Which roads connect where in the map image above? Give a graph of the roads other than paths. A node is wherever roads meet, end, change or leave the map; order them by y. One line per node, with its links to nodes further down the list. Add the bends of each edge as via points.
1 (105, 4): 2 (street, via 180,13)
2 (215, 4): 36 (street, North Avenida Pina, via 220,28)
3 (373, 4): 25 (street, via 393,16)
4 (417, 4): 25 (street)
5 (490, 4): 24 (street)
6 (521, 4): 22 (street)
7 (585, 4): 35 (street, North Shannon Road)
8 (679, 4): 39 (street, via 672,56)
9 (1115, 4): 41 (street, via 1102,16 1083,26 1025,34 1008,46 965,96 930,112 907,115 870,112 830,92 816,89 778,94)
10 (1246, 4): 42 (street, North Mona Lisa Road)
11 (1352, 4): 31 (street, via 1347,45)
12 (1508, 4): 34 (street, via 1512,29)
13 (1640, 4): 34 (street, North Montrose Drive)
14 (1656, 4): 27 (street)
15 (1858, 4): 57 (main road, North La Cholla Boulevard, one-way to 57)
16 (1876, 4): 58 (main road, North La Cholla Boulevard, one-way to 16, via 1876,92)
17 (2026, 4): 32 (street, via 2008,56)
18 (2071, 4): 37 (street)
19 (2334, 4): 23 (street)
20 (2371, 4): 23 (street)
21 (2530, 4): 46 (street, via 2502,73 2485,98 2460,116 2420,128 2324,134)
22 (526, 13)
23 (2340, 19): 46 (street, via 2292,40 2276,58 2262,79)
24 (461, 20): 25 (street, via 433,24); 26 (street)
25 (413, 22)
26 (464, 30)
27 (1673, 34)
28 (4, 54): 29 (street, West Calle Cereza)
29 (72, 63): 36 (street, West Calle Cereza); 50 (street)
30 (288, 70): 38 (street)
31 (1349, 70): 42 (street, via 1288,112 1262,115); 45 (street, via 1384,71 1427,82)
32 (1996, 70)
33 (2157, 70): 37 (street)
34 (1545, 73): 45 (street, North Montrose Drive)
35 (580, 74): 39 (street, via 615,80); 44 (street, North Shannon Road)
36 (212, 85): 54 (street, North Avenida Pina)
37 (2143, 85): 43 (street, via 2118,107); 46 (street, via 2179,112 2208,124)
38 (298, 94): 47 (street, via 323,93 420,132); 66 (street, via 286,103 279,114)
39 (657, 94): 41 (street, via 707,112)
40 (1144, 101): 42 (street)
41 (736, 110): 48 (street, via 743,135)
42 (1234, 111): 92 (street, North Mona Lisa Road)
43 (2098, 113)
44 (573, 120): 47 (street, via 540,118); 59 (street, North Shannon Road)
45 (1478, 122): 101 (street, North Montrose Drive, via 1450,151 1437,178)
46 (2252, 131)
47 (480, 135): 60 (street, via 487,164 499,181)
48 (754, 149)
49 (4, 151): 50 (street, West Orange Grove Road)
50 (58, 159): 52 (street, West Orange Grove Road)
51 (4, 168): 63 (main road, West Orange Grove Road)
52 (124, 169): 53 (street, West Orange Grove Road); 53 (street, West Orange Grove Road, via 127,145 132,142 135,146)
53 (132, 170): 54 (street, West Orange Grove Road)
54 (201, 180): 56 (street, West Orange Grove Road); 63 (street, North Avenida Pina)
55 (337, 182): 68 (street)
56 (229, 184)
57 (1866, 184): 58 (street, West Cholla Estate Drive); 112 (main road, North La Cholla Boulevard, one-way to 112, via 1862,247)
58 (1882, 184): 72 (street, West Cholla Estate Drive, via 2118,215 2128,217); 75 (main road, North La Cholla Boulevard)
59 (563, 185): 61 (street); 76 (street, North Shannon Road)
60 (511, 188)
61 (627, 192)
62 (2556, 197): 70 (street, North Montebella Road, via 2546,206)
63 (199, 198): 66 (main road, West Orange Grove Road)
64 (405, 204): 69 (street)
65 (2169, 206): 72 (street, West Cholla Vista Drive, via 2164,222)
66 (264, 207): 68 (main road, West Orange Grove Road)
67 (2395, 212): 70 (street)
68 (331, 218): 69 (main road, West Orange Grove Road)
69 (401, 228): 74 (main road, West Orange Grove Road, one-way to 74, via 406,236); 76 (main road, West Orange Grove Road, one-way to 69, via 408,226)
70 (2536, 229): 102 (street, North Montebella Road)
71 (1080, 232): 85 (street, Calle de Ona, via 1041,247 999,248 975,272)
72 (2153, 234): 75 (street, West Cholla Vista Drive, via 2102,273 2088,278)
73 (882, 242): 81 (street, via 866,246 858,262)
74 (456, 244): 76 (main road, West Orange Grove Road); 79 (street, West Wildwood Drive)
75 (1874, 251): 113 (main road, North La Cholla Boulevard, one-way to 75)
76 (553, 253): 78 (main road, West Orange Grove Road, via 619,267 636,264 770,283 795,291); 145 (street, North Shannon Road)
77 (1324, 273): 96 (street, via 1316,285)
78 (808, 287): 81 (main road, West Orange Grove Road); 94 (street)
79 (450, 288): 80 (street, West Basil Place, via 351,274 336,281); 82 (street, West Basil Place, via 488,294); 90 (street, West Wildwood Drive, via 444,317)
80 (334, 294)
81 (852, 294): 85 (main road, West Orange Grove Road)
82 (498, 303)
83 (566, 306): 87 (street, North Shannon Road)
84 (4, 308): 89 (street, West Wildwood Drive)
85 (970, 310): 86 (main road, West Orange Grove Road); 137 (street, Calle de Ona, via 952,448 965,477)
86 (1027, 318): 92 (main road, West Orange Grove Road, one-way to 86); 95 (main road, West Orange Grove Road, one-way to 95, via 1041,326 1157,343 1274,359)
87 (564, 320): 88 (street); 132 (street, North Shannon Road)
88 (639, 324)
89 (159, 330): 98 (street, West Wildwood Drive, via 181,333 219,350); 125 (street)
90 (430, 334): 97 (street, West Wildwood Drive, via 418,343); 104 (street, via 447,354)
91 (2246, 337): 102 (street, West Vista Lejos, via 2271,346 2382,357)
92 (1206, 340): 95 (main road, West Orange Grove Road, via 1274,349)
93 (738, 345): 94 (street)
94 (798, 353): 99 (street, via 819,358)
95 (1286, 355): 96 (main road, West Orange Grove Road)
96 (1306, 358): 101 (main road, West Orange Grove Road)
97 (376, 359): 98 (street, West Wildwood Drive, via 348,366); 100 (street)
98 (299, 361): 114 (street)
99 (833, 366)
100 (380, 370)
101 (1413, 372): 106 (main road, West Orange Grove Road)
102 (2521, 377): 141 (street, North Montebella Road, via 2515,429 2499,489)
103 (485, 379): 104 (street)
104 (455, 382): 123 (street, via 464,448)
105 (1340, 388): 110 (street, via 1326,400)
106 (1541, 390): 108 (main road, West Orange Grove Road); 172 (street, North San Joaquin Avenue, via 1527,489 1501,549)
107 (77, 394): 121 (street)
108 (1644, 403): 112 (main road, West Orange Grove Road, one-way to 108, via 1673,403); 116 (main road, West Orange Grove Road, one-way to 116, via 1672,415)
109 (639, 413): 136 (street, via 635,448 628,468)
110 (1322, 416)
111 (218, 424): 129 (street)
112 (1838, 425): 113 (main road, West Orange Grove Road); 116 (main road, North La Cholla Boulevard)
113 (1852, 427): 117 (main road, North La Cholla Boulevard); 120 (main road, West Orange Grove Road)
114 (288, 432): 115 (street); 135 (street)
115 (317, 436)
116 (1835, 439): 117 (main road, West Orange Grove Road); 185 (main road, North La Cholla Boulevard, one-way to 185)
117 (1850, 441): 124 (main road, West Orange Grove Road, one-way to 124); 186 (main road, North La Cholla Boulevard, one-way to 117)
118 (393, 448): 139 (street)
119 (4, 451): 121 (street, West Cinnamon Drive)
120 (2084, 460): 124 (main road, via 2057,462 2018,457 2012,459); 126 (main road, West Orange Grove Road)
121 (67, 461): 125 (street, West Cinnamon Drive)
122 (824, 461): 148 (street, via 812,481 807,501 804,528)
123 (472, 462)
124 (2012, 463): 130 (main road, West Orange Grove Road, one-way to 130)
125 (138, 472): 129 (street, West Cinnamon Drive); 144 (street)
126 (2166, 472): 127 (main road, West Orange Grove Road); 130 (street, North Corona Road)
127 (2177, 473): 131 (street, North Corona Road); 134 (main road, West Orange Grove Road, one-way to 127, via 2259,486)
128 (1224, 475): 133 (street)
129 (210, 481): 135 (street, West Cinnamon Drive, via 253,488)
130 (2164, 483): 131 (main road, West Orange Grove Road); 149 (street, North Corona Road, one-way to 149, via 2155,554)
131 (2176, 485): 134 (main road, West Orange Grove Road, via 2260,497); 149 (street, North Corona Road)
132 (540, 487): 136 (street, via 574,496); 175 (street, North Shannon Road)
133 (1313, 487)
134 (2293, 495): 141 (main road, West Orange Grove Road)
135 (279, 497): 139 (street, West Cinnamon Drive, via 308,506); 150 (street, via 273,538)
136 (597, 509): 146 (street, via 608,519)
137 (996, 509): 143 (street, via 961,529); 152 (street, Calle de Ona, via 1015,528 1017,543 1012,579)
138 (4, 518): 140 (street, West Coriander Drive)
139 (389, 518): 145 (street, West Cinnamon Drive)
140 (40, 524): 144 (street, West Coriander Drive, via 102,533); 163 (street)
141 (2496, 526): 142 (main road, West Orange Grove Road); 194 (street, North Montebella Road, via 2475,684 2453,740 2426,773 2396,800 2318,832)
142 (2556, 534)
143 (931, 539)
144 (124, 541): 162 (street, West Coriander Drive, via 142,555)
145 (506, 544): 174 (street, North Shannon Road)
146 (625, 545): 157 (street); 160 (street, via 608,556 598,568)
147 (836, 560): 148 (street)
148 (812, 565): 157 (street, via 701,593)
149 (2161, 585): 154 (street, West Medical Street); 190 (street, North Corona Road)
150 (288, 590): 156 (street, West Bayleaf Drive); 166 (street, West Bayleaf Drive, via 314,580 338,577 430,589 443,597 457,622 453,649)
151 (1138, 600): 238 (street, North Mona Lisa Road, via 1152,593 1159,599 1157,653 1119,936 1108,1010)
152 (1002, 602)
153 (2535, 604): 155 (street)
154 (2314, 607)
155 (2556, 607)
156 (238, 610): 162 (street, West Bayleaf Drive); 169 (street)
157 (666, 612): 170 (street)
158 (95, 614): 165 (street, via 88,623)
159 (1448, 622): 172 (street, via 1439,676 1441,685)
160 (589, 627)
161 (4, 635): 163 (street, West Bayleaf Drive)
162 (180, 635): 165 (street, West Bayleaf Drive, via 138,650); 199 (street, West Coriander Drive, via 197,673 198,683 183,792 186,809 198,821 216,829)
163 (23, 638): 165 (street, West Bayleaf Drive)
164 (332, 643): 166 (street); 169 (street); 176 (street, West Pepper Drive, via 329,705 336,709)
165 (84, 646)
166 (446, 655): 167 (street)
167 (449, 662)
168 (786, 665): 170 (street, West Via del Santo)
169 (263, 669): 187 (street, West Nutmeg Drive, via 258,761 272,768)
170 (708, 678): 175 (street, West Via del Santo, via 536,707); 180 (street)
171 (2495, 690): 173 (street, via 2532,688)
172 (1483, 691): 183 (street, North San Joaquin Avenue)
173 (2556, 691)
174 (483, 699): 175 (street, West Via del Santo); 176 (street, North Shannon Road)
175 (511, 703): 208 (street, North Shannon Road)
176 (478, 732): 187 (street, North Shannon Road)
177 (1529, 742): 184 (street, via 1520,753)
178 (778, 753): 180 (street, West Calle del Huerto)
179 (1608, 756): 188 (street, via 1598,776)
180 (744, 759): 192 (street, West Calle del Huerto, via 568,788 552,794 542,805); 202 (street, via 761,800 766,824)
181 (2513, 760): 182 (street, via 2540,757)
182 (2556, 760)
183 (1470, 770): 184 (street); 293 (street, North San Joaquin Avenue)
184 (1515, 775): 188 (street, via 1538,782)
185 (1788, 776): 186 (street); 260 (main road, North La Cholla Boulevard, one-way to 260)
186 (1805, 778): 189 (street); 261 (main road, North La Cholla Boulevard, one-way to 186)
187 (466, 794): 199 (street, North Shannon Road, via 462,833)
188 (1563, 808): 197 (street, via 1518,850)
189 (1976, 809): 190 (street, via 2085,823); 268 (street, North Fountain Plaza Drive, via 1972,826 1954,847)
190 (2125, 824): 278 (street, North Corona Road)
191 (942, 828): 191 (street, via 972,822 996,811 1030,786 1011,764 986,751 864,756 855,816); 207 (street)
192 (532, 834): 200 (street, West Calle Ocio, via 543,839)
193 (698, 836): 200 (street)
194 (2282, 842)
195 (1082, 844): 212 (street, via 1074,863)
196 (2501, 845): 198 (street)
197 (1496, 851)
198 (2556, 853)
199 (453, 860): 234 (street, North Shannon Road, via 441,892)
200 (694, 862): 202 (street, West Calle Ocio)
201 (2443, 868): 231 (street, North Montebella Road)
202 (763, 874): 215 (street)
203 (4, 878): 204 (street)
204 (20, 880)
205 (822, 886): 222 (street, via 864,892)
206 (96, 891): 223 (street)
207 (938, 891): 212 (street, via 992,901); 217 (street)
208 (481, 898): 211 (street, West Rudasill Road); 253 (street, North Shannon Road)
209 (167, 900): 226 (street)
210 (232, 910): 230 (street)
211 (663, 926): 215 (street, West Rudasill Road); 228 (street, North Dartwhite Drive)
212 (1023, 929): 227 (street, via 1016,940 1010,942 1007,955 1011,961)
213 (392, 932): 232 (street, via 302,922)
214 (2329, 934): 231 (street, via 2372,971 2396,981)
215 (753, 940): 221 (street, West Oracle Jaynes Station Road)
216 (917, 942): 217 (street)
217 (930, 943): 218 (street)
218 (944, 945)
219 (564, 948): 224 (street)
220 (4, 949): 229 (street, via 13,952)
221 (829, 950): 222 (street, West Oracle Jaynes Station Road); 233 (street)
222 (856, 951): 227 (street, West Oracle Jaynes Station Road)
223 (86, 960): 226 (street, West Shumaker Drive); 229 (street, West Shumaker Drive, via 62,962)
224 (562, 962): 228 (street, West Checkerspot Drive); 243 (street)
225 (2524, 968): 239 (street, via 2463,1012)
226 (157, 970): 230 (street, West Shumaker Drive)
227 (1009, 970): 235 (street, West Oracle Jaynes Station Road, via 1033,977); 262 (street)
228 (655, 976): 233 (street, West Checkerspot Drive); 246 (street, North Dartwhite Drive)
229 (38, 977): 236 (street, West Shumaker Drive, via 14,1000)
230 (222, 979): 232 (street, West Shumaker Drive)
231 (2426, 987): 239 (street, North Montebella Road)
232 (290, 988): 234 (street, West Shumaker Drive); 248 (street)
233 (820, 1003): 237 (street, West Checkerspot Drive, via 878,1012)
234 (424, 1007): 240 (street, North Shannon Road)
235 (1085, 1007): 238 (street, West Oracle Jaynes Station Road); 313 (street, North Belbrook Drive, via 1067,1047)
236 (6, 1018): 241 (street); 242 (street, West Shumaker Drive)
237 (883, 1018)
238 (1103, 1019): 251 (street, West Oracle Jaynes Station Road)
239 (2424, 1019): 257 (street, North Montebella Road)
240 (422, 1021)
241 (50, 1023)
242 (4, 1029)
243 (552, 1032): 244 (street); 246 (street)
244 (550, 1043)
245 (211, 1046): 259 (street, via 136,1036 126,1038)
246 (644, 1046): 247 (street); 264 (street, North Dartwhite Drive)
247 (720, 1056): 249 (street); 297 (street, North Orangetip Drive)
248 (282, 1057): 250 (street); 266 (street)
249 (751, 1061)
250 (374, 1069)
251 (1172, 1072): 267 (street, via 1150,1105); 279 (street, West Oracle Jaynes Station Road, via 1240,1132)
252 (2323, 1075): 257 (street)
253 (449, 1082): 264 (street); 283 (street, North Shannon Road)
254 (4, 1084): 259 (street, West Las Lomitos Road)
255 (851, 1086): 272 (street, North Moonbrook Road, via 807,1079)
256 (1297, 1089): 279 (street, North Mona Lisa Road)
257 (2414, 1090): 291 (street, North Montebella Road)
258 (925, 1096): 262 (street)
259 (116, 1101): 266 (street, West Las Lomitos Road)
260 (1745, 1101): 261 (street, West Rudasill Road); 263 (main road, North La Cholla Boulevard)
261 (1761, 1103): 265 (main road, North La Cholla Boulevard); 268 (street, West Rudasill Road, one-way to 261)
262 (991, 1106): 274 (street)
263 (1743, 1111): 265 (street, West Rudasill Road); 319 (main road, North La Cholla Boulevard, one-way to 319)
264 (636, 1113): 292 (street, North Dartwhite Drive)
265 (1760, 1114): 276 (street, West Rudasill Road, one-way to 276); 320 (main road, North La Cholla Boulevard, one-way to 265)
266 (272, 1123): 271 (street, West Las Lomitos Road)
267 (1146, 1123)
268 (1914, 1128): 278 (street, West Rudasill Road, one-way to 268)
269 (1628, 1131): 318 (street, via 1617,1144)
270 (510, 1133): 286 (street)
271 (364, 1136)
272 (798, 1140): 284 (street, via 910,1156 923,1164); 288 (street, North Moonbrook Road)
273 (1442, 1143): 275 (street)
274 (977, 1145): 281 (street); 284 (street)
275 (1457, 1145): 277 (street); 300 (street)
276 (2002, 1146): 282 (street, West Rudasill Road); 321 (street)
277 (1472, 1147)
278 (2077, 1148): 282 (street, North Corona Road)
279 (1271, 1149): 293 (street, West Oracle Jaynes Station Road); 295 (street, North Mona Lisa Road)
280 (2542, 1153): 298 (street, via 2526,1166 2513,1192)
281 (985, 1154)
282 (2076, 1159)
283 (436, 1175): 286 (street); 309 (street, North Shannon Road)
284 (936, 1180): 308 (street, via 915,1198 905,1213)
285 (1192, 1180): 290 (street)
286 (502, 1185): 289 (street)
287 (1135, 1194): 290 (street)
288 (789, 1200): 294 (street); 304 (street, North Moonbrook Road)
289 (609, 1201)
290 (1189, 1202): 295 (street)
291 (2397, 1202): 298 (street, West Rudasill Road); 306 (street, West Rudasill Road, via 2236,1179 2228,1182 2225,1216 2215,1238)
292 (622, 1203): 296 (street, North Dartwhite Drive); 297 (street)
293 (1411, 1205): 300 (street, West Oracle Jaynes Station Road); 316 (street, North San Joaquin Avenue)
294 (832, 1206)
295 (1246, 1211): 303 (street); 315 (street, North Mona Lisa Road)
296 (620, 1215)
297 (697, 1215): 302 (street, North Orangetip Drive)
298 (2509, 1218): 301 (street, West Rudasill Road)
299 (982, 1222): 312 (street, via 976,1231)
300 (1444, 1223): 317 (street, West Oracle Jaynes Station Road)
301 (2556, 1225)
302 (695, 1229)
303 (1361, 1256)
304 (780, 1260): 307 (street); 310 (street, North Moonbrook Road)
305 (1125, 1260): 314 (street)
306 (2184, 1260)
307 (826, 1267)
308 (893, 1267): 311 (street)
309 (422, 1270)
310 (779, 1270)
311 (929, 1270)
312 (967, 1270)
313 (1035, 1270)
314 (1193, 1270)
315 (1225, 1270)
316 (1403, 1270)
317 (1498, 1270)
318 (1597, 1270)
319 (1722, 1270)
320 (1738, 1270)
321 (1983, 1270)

^^^^^^^^

Prompt: Bring together all lines in the records where the word "Cinnamon" is found.

Answer space:
119 (4, 451): 121 (street, West Cinnamon Drive)
121 (67, 461): 125 (street, West Cinnamon Drive)
125 (138, 472): 129 (street, West Cinnamon Drive); 144 (street)
129 (210, 481): 135 (street, West Cinnamon Drive, via 253,488)
135 (279, 497): 139 (street, West Cinnamon Drive, via 308,506); 150 (street, via 273,538)
139 (389, 518): 145 (street, West Cinnamon Drive)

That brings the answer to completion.